### Supplied records
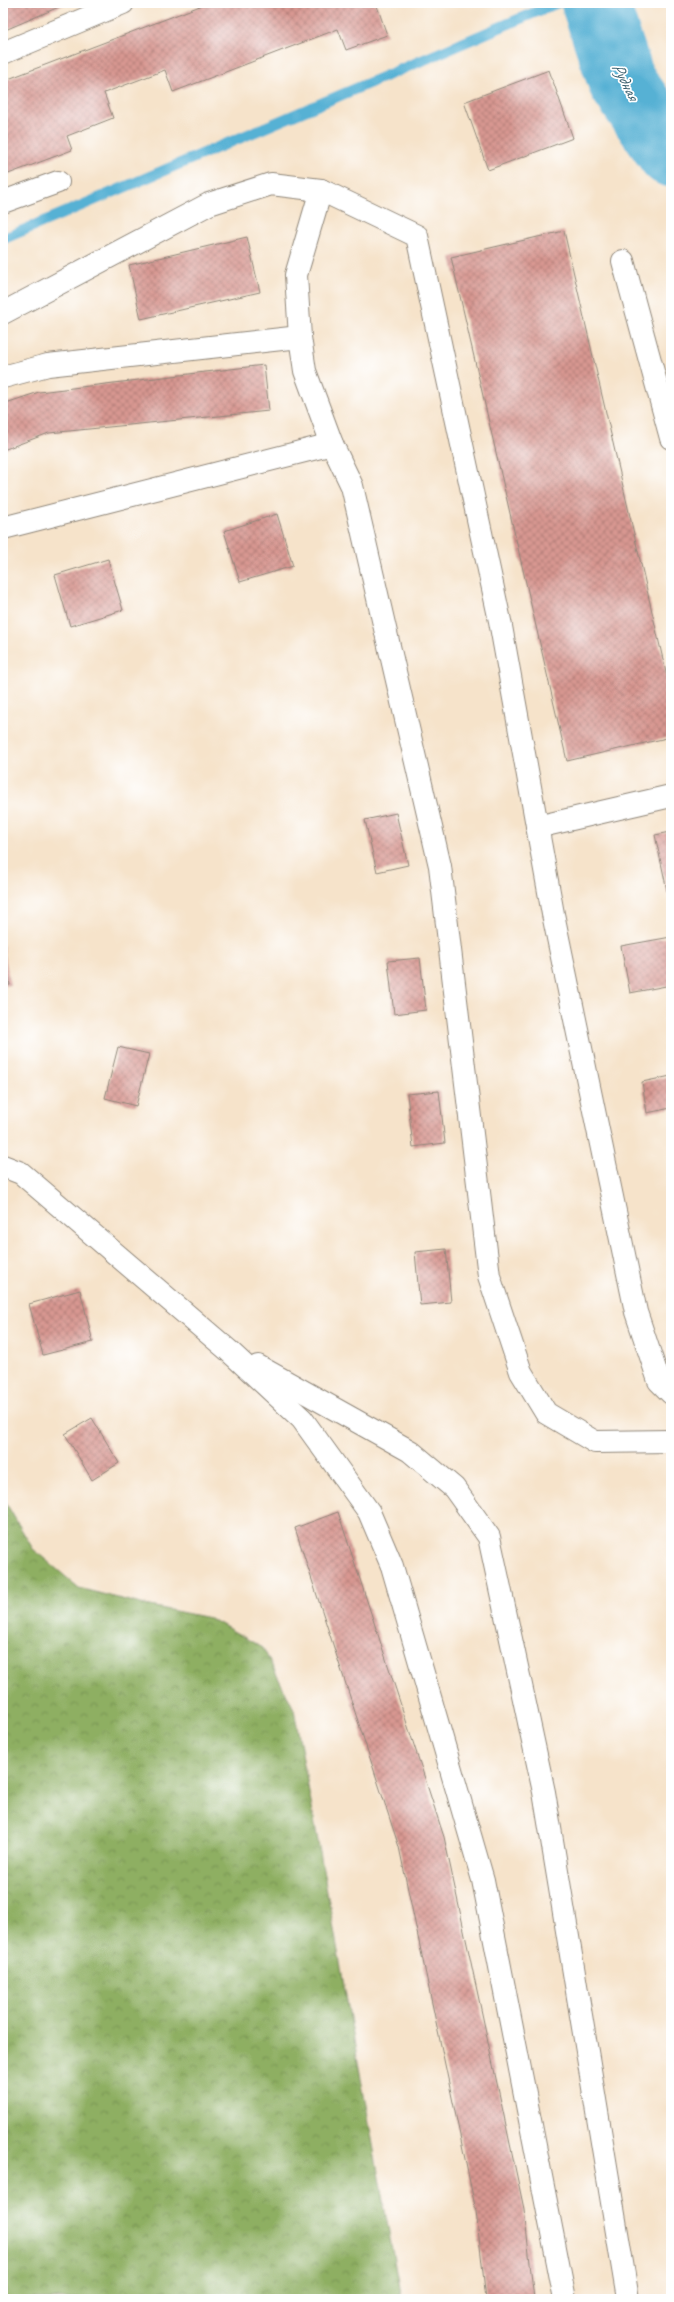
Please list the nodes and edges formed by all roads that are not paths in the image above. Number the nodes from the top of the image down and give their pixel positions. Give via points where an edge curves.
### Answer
1 (123, 3) edge
2 (3, 53) edge
3 (58, 182) dead end
4 (321, 190) junction
5 (3, 202) edge
6 (623, 261) dead end
7 (3, 313) edge
8 (300, 337) junction
9 (3, 377) edge
10 (671, 438) edge
11 (332, 444) junction
12 (3, 528) edge
13 (671, 796) edge
14 (537, 827) junction
15 (3, 1166) edge
16 (228, 1350) junction
17 (671, 1393) edge
18 (671, 1441) edge
19 (565, 2299) edge
20 (628, 2299) edge

1 - 2 lane
3 - 5 lane
4 - 7 lane via 271,184 209,204
4 - 8 lane via 296,276
4 - 14 lane via 417,236 500,621
6 - 10 lane
8 - 9 lane via 48,365
8 - 11 lane via 305,371
11 - 12 lane
11 - 18 lane via 352,486 440,866 489,1276 521,1372 546,1413 595,1442
13 - 14 lane
14 - 17 lane via 552,914 636,1312 659,1381
15 - 16 lane via 21,1173
16 - 19 lane via 302,1419 369,1512 392,1566 483,1880
16 - 20 lane via 410,1451 454,1488 489,1537 544,1792

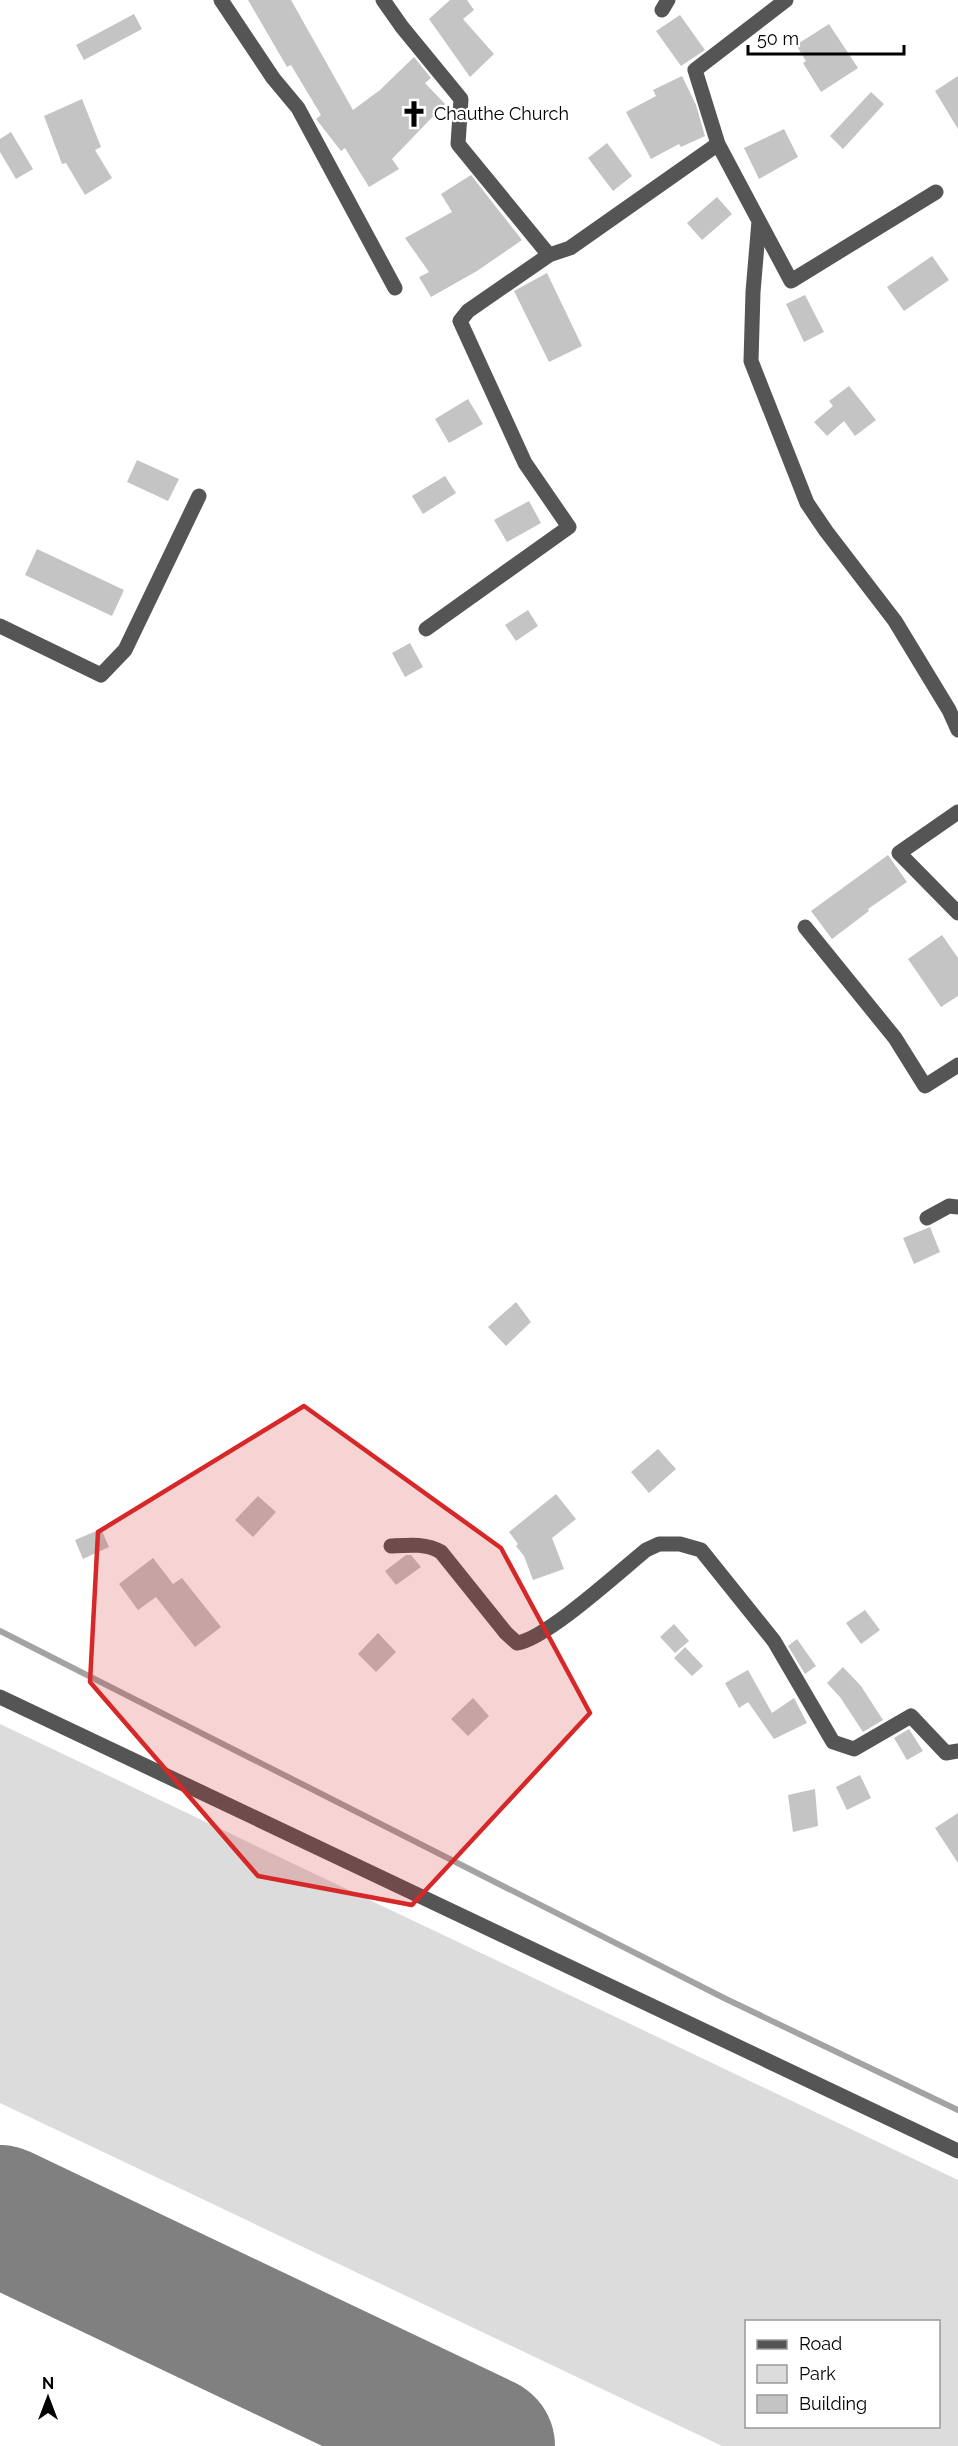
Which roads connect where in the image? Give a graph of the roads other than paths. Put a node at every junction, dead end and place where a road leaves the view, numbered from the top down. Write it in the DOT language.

### Assigned task
An exact copy of all the lines above is required, with the pictures removed.

### Reply to the exercise
Please list the nodes and edges formed by all roads that are not paths in the image above. Number the nodes from the top of the image down and give their pixel positions. Give via points where an edge curves.
### Answer
1 (123, 3) edge
2 (3, 53) edge
3 (58, 182) dead end
4 (321, 190) junction
5 (3, 202) edge
6 (623, 261) dead end
7 (3, 313) edge
8 (300, 337) junction
9 (3, 377) edge
10 (671, 438) edge
11 (332, 444) junction
12 (3, 528) edge
13 (671, 796) edge
14 (537, 827) junction
15 (3, 1166) edge
16 (228, 1350) junction
17 (671, 1393) edge
18 (671, 1441) edge
19 (565, 2299) edge
20 (628, 2299) edge

1 - 2 lane
3 - 5 lane
4 - 7 lane via 271,184 209,204
4 - 8 lane via 296,276
4 - 14 lane via 417,236 500,621
6 - 10 lane
8 - 9 lane via 48,365
8 - 11 lane via 305,371
11 - 12 lane
11 - 18 lane via 352,486 440,866 489,1276 521,1372 546,1413 595,1442
13 - 14 lane
14 - 17 lane via 552,914 636,1312 659,1381
15 - 16 lane via 21,1173
16 - 19 lane via 302,1419 369,1512 392,1566 483,1880
16 - 20 lane via 410,1451 454,1488 489,1537 544,1792

Which roads connect where in the image? Give a graph of the roads other than paths. Put a node at every junction, dead end and place where a road leaves the view, numbered from the top down. Write it in the DOT language.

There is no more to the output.